* _Task to complete_:
Which lines in the records below mention the word "Parkway"? Copy each one out.

Segment Open

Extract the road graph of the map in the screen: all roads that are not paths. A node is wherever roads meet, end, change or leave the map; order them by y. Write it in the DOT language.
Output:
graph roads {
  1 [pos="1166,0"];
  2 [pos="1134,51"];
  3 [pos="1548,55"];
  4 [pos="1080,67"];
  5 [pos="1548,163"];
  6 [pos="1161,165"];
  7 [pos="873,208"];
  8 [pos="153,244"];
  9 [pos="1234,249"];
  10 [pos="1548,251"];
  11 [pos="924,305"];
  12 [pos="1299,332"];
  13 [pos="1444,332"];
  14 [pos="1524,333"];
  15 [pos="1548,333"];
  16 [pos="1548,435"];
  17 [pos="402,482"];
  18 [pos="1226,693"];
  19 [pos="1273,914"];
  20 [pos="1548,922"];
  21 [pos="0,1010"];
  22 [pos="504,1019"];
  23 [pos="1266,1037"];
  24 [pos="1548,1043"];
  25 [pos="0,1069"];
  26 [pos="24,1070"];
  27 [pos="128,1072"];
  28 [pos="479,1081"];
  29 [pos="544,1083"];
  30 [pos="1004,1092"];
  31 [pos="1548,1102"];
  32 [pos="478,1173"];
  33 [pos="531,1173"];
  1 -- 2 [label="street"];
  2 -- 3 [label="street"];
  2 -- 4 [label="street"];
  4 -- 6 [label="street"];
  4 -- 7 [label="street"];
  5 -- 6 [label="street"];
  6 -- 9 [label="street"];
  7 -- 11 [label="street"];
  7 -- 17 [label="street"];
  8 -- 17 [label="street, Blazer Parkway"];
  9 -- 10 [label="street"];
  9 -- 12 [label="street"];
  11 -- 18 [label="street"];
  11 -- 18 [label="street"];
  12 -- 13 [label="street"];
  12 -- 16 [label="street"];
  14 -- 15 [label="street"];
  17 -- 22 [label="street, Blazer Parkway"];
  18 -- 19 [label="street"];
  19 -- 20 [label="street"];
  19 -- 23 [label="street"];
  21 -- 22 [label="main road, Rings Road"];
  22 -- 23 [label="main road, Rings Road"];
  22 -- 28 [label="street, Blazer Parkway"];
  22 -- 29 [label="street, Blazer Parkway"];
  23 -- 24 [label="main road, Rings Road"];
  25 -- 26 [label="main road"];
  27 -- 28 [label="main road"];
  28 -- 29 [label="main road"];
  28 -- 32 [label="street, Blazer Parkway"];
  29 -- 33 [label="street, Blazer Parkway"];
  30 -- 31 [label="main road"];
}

Segment Closed

* _Solution_:
  8 -- 17 [label="street, Blazer Parkway"];
  17 -- 22 [label="street, Blazer Parkway"];
  22 -- 28 [label="street, Blazer Parkway"];
  22 -- 29 [label="street, Blazer Parkway"];
  28 -- 32 [label="street, Blazer Parkway"];
  29 -- 33 [label="street, Blazer Parkway"];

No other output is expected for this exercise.